───── Dataset

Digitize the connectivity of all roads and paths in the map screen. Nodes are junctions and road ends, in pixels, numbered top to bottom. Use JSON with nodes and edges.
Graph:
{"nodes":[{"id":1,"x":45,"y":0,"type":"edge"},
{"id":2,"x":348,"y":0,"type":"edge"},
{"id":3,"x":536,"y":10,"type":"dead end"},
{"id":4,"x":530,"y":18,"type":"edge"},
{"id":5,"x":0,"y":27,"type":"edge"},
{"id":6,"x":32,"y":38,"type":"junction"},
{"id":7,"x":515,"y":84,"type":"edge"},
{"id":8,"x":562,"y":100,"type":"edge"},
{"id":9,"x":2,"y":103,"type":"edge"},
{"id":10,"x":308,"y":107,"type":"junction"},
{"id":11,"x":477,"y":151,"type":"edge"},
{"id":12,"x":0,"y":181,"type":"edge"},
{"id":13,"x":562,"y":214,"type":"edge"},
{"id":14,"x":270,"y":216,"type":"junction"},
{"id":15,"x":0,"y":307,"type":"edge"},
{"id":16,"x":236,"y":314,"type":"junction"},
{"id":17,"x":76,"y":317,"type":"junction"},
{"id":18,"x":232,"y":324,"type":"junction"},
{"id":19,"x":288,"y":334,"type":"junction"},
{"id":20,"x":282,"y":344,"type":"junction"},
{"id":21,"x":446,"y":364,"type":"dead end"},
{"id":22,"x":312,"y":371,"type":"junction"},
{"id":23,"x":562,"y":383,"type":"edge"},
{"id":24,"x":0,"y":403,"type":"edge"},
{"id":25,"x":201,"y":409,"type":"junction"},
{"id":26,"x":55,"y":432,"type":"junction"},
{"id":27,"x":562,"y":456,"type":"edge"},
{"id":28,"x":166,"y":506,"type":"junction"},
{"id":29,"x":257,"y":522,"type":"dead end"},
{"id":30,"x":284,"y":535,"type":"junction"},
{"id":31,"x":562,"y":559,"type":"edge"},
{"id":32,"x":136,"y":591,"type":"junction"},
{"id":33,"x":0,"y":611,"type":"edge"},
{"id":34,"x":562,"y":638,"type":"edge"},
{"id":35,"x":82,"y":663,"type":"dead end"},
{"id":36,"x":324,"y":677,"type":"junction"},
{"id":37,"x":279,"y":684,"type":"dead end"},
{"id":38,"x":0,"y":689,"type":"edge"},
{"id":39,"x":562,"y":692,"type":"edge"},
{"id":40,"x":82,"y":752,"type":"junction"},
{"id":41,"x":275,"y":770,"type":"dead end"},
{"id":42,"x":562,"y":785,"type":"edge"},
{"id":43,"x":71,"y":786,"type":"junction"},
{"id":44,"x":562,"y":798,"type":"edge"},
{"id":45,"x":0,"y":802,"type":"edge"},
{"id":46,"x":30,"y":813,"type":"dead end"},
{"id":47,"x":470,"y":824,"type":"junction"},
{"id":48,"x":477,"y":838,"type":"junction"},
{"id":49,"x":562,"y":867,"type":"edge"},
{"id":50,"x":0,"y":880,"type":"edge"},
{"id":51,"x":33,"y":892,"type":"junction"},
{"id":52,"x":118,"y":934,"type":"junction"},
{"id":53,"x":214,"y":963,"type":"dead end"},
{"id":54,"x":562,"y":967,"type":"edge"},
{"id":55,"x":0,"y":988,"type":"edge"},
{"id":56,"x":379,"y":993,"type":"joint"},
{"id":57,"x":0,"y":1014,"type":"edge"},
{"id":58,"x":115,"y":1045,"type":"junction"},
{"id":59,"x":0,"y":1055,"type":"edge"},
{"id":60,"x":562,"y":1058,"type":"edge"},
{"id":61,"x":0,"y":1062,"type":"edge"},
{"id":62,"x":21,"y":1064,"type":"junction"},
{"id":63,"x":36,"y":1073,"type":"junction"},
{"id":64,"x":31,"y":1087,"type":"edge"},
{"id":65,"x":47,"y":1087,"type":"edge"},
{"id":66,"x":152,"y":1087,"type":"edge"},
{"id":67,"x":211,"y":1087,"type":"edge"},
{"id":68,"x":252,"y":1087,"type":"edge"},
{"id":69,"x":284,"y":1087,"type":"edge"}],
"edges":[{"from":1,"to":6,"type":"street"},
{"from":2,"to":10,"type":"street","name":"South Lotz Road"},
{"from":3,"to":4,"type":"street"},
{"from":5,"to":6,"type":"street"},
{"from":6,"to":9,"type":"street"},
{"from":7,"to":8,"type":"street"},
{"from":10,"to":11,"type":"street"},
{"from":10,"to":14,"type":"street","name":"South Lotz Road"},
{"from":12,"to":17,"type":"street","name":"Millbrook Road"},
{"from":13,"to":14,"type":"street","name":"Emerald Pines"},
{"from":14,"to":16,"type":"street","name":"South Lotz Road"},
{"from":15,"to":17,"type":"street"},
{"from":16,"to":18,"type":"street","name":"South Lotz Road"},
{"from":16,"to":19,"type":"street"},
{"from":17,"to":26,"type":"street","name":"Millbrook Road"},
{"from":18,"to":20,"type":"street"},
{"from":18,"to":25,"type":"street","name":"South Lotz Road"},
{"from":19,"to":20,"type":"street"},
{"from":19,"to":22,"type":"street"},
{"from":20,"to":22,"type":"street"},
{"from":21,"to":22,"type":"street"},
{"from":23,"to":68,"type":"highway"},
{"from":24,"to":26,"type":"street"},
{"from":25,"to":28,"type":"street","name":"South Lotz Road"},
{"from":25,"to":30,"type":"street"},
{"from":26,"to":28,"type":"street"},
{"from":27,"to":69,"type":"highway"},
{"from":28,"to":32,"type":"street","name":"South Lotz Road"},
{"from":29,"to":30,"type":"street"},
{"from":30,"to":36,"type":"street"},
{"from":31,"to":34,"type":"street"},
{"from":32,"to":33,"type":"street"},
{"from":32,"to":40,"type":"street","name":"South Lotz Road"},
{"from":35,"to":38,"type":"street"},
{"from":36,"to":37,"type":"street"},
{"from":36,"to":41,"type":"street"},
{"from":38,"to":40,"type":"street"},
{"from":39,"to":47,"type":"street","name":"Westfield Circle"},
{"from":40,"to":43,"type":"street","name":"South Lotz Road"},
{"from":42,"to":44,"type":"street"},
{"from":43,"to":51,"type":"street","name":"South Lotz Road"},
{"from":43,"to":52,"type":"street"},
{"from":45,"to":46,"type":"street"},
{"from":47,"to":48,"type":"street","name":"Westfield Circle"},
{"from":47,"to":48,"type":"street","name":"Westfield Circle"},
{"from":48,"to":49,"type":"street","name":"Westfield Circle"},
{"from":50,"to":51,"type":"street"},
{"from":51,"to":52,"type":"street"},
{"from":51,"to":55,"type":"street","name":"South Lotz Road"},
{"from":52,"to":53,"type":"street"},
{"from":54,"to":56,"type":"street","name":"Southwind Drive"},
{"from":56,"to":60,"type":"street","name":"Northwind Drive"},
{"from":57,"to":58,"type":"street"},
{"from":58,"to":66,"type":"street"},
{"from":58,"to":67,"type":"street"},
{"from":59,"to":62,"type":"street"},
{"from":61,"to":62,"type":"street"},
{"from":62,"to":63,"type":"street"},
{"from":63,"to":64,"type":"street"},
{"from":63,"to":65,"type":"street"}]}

──────────

* Requirement
Each entry above must be repeated word for word.

* Response for this exercise
Digitize the connectivity of all roads and paths in the map screen. Nodes are junctions and road ends, in pixels, numbered top to bottom. Use JSON with nodes and edges.
Graph:
{"nodes":[{"id":1,"x":45,"y":0,"type":"edge"},
{"id":2,"x":348,"y":0,"type":"edge"},
{"id":3,"x":536,"y":10,"type":"dead end"},
{"id":4,"x":530,"y":18,"type":"edge"},
{"id":5,"x":0,"y":27,"type":"edge"},
{"id":6,"x":32,"y":38,"type":"junction"},
{"id":7,"x":515,"y":84,"type":"edge"},
{"id":8,"x":562,"y":100,"type":"edge"},
{"id":9,"x":2,"y":103,"type":"edge"},
{"id":10,"x":308,"y":107,"type":"junction"},
{"id":11,"x":477,"y":151,"type":"edge"},
{"id":12,"x":0,"y":181,"type":"edge"},
{"id":13,"x":562,"y":214,"type":"edge"},
{"id":14,"x":270,"y":216,"type":"junction"},
{"id":15,"x":0,"y":307,"type":"edge"},
{"id":16,"x":236,"y":314,"type":"junction"},
{"id":17,"x":76,"y":317,"type":"junction"},
{"id":18,"x":232,"y":324,"type":"junction"},
{"id":19,"x":288,"y":334,"type":"junction"},
{"id":20,"x":282,"y":344,"type":"junction"},
{"id":21,"x":446,"y":364,"type":"dead end"},
{"id":22,"x":312,"y":371,"type":"junction"},
{"id":23,"x":562,"y":383,"type":"edge"},
{"id":24,"x":0,"y":403,"type":"edge"},
{"id":25,"x":201,"y":409,"type":"junction"},
{"id":26,"x":55,"y":432,"type":"junction"},
{"id":27,"x":562,"y":456,"type":"edge"},
{"id":28,"x":166,"y":506,"type":"junction"},
{"id":29,"x":257,"y":522,"type":"dead end"},
{"id":30,"x":284,"y":535,"type":"junction"},
{"id":31,"x":562,"y":559,"type":"edge"},
{"id":32,"x":136,"y":591,"type":"junction"},
{"id":33,"x":0,"y":611,"type":"edge"},
{"id":34,"x":562,"y":638,"type":"edge"},
{"id":35,"x":82,"y":663,"type":"dead end"},
{"id":36,"x":324,"y":677,"type":"junction"},
{"id":37,"x":279,"y":684,"type":"dead end"},
{"id":38,"x":0,"y":689,"type":"edge"},
{"id":39,"x":562,"y":692,"type":"edge"},
{"id":40,"x":82,"y":752,"type":"junction"},
{"id":41,"x":275,"y":770,"type":"dead end"},
{"id":42,"x":562,"y":785,"type":"edge"},
{"id":43,"x":71,"y":786,"type":"junction"},
{"id":44,"x":562,"y":798,"type":"edge"},
{"id":45,"x":0,"y":802,"type":"edge"},
{"id":46,"x":30,"y":813,"type":"dead end"},
{"id":47,"x":470,"y":824,"type":"junction"},
{"id":48,"x":477,"y":838,"type":"junction"},
{"id":49,"x":562,"y":867,"type":"edge"},
{"id":50,"x":0,"y":880,"type":"edge"},
{"id":51,"x":33,"y":892,"type":"junction"},
{"id":52,"x":118,"y":934,"type":"junction"},
{"id":53,"x":214,"y":963,"type":"dead end"},
{"id":54,"x":562,"y":967,"type":"edge"},
{"id":55,"x":0,"y":988,"type":"edge"},
{"id":56,"x":379,"y":993,"type":"joint"},
{"id":57,"x":0,"y":1014,"type":"edge"},
{"id":58,"x":115,"y":1045,"type":"junction"},
{"id":59,"x":0,"y":1055,"type":"edge"},
{"id":60,"x":562,"y":1058,"type":"edge"},
{"id":61,"x":0,"y":1062,"type":"edge"},
{"id":62,"x":21,"y":1064,"type":"junction"},
{"id":63,"x":36,"y":1073,"type":"junction"},
{"id":64,"x":31,"y":1087,"type":"edge"},
{"id":65,"x":47,"y":1087,"type":"edge"},
{"id":66,"x":152,"y":1087,"type":"edge"},
{"id":67,"x":211,"y":1087,"type":"edge"},
{"id":68,"x":252,"y":1087,"type":"edge"},
{"id":69,"x":284,"y":1087,"type":"edge"}],
"edges":[{"from":1,"to":6,"type":"street"},
{"from":2,"to":10,"type":"street","name":"South Lotz Road"},
{"from":3,"to":4,"type":"street"},
{"from":5,"to":6,"type":"street"},
{"from":6,"to":9,"type":"street"},
{"from":7,"to":8,"type":"street"},
{"from":10,"to":11,"type":"street"},
{"from":10,"to":14,"type":"street","name":"South Lotz Road"},
{"from":12,"to":17,"type":"street","name":"Millbrook Road"},
{"from":13,"to":14,"type":"street","name":"Emerald Pines"},
{"from":14,"to":16,"type":"street","name":"South Lotz Road"},
{"from":15,"to":17,"type":"street"},
{"from":16,"to":18,"type":"street","name":"South Lotz Road"},
{"from":16,"to":19,"type":"street"},
{"from":17,"to":26,"type":"street","name":"Millbrook Road"},
{"from":18,"to":20,"type":"street"},
{"from":18,"to":25,"type":"street","name":"South Lotz Road"},
{"from":19,"to":20,"type":"street"},
{"from":19,"to":22,"type":"street"},
{"from":20,"to":22,"type":"street"},
{"from":21,"to":22,"type":"street"},
{"from":23,"to":68,"type":"highway"},
{"from":24,"to":26,"type":"street"},
{"from":25,"to":28,"type":"street","name":"South Lotz Road"},
{"from":25,"to":30,"type":"street"},
{"from":26,"to":28,"type":"street"},
{"from":27,"to":69,"type":"highway"},
{"from":28,"to":32,"type":"street","name":"South Lotz Road"},
{"from":29,"to":30,"type":"street"},
{"from":30,"to":36,"type":"street"},
{"from":31,"to":34,"type":"street"},
{"from":32,"to":33,"type":"street"},
{"from":32,"to":40,"type":"street","name":"South Lotz Road"},
{"from":35,"to":38,"type":"street"},
{"from":36,"to":37,"type":"street"},
{"from":36,"to":41,"type":"street"},
{"from":38,"to":40,"type":"street"},
{"from":39,"to":47,"type":"street","name":"Westfield Circle"},
{"from":40,"to":43,"type":"street","name":"South Lotz Road"},
{"from":42,"to":44,"type":"street"},
{"from":43,"to":51,"type":"street","name":"South Lotz Road"},
{"from":43,"to":52,"type":"street"},
{"from":45,"to":46,"type":"street"},
{"from":47,"to":48,"type":"street","name":"Westfield Circle"},
{"from":47,"to":48,"type":"street","name":"Westfield Circle"},
{"from":48,"to":49,"type":"street","name":"Westfield Circle"},
{"from":50,"to":51,"type":"street"},
{"from":51,"to":52,"type":"street"},
{"from":51,"to":55,"type":"street","name":"South Lotz Road"},
{"from":52,"to":53,"type":"street"},
{"from":54,"to":56,"type":"street","name":"Southwind Drive"},
{"from":56,"to":60,"type":"street","name":"Northwind Drive"},
{"from":57,"to":58,"type":"street"},
{"from":58,"to":66,"type":"street"},
{"from":58,"to":67,"type":"street"},
{"from":59,"to":62,"type":"street"},
{"from":61,"to":62,"type":"street"},
{"from":62,"to":63,"type":"street"},
{"from":63,"to":64,"type":"street"},
{"from":63,"to":65,"type":"street"}]}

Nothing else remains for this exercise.